(Recorded data)
# # # #

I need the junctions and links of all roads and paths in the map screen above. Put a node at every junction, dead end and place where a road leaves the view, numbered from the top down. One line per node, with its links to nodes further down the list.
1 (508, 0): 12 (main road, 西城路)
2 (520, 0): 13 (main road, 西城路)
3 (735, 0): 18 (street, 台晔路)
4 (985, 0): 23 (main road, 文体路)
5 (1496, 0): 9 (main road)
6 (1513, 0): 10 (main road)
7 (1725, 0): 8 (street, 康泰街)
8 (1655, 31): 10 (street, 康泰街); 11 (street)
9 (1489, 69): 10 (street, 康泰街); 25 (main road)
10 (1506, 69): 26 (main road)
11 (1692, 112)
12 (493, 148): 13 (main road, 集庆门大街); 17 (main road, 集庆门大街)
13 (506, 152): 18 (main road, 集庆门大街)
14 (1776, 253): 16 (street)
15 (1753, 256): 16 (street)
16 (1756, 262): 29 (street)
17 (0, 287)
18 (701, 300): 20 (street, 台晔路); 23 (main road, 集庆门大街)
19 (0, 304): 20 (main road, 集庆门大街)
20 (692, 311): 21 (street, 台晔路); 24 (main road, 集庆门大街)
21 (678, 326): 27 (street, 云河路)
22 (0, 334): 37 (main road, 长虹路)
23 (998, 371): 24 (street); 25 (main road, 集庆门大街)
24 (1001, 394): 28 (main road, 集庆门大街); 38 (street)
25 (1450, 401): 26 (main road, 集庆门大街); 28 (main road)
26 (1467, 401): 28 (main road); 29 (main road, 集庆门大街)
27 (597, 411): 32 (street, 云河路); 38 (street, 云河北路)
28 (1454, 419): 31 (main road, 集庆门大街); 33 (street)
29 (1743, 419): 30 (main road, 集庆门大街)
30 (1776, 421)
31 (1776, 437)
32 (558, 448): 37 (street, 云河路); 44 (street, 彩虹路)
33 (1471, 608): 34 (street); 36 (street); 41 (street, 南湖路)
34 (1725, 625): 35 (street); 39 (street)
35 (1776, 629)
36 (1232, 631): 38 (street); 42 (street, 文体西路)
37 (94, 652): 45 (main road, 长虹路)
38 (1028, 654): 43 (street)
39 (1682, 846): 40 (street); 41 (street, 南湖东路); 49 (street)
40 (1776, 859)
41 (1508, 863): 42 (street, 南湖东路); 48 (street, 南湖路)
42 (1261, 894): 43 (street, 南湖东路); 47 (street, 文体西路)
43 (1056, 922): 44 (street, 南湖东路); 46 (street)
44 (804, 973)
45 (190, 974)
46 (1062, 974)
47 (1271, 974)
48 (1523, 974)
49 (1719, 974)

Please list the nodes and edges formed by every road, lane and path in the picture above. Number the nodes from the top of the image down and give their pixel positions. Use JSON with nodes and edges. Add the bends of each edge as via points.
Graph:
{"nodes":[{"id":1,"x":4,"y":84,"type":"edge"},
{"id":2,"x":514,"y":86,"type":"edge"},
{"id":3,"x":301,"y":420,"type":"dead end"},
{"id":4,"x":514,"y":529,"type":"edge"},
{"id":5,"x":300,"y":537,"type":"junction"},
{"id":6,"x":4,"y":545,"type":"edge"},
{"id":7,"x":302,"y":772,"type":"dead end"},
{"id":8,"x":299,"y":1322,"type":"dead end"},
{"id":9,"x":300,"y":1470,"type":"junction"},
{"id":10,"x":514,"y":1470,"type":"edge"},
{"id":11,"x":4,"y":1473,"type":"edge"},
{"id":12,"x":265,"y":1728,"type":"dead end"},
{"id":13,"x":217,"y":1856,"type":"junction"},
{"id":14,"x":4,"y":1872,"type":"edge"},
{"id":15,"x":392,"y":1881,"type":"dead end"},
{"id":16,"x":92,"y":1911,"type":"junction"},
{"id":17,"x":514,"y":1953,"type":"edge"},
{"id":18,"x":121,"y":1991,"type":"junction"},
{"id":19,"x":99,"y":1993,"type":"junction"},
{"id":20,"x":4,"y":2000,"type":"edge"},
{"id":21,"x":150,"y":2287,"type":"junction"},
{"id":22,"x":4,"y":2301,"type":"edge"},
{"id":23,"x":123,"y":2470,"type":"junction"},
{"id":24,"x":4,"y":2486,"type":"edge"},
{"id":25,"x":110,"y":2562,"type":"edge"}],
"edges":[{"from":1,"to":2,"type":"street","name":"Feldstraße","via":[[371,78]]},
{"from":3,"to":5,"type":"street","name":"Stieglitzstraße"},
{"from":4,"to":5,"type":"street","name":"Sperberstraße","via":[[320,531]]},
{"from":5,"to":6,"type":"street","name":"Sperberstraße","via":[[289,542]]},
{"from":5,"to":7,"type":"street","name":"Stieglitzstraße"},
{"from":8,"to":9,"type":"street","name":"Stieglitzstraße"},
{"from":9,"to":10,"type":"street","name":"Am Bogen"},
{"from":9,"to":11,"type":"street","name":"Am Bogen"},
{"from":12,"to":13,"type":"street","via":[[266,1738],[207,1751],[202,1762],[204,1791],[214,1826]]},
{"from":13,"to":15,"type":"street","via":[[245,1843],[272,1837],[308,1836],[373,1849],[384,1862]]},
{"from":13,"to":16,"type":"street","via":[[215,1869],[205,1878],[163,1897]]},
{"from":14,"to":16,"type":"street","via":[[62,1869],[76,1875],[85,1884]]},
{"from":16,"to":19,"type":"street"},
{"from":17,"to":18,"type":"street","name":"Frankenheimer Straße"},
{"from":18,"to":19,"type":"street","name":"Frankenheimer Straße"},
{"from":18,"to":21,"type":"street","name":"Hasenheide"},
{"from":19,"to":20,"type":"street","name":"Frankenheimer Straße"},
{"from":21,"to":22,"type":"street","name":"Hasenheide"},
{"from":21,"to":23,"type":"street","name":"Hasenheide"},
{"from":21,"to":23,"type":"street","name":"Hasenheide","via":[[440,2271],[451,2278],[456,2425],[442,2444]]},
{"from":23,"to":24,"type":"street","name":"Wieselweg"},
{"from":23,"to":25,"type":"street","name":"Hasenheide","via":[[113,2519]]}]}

# # # #

Could you set down every line above exactly as written?

I need the junctions and links of all roads and paths in the map screen above. Put a node at every junction, dead end and place where a road leaves the view, numbered from the top down. One line per node, with its links to nodes further down the list.
1 (508, 0): 12 (main road, 西城路)
2 (520, 0): 13 (main road, 西城路)
3 (735, 0): 18 (street, 台晔路)
4 (985, 0): 23 (main road, 文体路)
5 (1496, 0): 9 (main road)
6 (1513, 0): 10 (main road)
7 (1725, 0): 8 (street, 康泰街)
8 (1655, 31): 10 (street, 康泰街); 11 (street)
9 (1489, 69): 10 (street, 康泰街); 25 (main road)
10 (1506, 69): 26 (main road)
11 (1692, 112)
12 (493, 148): 13 (main road, 集庆门大街); 17 (main road, 集庆门大街)
13 (506, 152): 18 (main road, 集庆门大街)
14 (1776, 253): 16 (street)
15 (1753, 256): 16 (street)
16 (1756, 262): 29 (street)
17 (0, 287)
18 (701, 300): 20 (street, 台晔路); 23 (main road, 集庆门大街)
19 (0, 304): 20 (main road, 集庆门大街)
20 (692, 311): 21 (street, 台晔路); 24 (main road, 集庆门大街)
21 (678, 326): 27 (street, 云河路)
22 (0, 334): 37 (main road, 长虹路)
23 (998, 371): 24 (street); 25 (main road, 集庆门大街)
24 (1001, 394): 28 (main road, 集庆门大街); 38 (street)
25 (1450, 401): 26 (main road, 集庆门大街); 28 (main road)
26 (1467, 401): 28 (main road); 29 (main road, 集庆门大街)
27 (597, 411): 32 (street, 云河路); 38 (street, 云河北路)
28 (1454, 419): 31 (main road, 集庆门大街); 33 (street)
29 (1743, 419): 30 (main road, 集庆门大街)
30 (1776, 421)
31 (1776, 437)
32 (558, 448): 37 (street, 云河路); 44 (street, 彩虹路)
33 (1471, 608): 34 (street); 36 (street); 41 (street, 南湖路)
34 (1725, 625): 35 (street); 39 (street)
35 (1776, 629)
36 (1232, 631): 38 (street); 42 (street, 文体西路)
37 (94, 652): 45 (main road, 长虹路)
38 (1028, 654): 43 (street)
39 (1682, 846): 40 (street); 41 (street, 南湖东路); 49 (street)
40 (1776, 859)
41 (1508, 863): 42 (street, 南湖东路); 48 (street, 南湖路)
42 (1261, 894): 43 (street, 南湖东路); 47 (street, 文体西路)
43 (1056, 922): 44 (street, 南湖东路); 46 (street)
44 (804, 973)
45 (190, 974)
46 (1062, 974)
47 (1271, 974)
48 (1523, 974)
49 (1719, 974)

Please list the nodes and edges formed by every road, lane and path in the picture above. Number the nodes from the top of the image down and give their pixel positions. Use JSON with nodes and edges. Add the bends of each edge as via points.
Graph:
{"nodes":[{"id":1,"x":4,"y":84,"type":"edge"},
{"id":2,"x":514,"y":86,"type":"edge"},
{"id":3,"x":301,"y":420,"type":"dead end"},
{"id":4,"x":514,"y":529,"type":"edge"},
{"id":5,"x":300,"y":537,"type":"junction"},
{"id":6,"x":4,"y":545,"type":"edge"},
{"id":7,"x":302,"y":772,"type":"dead end"},
{"id":8,"x":299,"y":1322,"type":"dead end"},
{"id":9,"x":300,"y":1470,"type":"junction"},
{"id":10,"x":514,"y":1470,"type":"edge"},
{"id":11,"x":4,"y":1473,"type":"edge"},
{"id":12,"x":265,"y":1728,"type":"dead end"},
{"id":13,"x":217,"y":1856,"type":"junction"},
{"id":14,"x":4,"y":1872,"type":"edge"},
{"id":15,"x":392,"y":1881,"type":"dead end"},
{"id":16,"x":92,"y":1911,"type":"junction"},
{"id":17,"x":514,"y":1953,"type":"edge"},
{"id":18,"x":121,"y":1991,"type":"junction"},
{"id":19,"x":99,"y":1993,"type":"junction"},
{"id":20,"x":4,"y":2000,"type":"edge"},
{"id":21,"x":150,"y":2287,"type":"junction"},
{"id":22,"x":4,"y":2301,"type":"edge"},
{"id":23,"x":123,"y":2470,"type":"junction"},
{"id":24,"x":4,"y":2486,"type":"edge"},
{"id":25,"x":110,"y":2562,"type":"edge"}],
"edges":[{"from":1,"to":2,"type":"street","name":"Feldstraße","via":[[371,78]]},
{"from":3,"to":5,"type":"street","name":"Stieglitzstraße"},
{"from":4,"to":5,"type":"street","name":"Sperberstraße","via":[[320,531]]},
{"from":5,"to":6,"type":"street","name":"Sperberstraße","via":[[289,542]]},
{"from":5,"to":7,"type":"street","name":"Stieglitzstraße"},
{"from":8,"to":9,"type":"street","name":"Stieglitzstraße"},
{"from":9,"to":10,"type":"street","name":"Am Bogen"},
{"from":9,"to":11,"type":"street","name":"Am Bogen"},
{"from":12,"to":13,"type":"street","via":[[266,1738],[207,1751],[202,1762],[204,1791],[214,1826]]},
{"from":13,"to":15,"type":"street","via":[[245,1843],[272,1837],[308,1836],[373,1849],[384,1862]]},
{"from":13,"to":16,"type":"street","via":[[215,1869],[205,1878],[163,1897]]},
{"from":14,"to":16,"type":"street","via":[[62,1869],[76,1875],[85,1884]]},
{"from":16,"to":19,"type":"street"},
{"from":17,"to":18,"type":"street","name":"Frankenheimer Straße"},
{"from":18,"to":19,"type":"street","name":"Frankenheimer Straße"},
{"from":18,"to":21,"type":"street","name":"Hasenheide"},
{"from":19,"to":20,"type":"street","name":"Frankenheimer Straße"},
{"from":21,"to":22,"type":"street","name":"Hasenheide"},
{"from":21,"to":23,"type":"street","name":"Hasenheide"},
{"from":21,"to":23,"type":"street","name":"Hasenheide","via":[[440,2271],[451,2278],[456,2425],[442,2444]]},
{"from":23,"to":24,"type":"street","name":"Wieselweg"},
{"from":23,"to":25,"type":"street","name":"Hasenheide","via":[[113,2519]]}]}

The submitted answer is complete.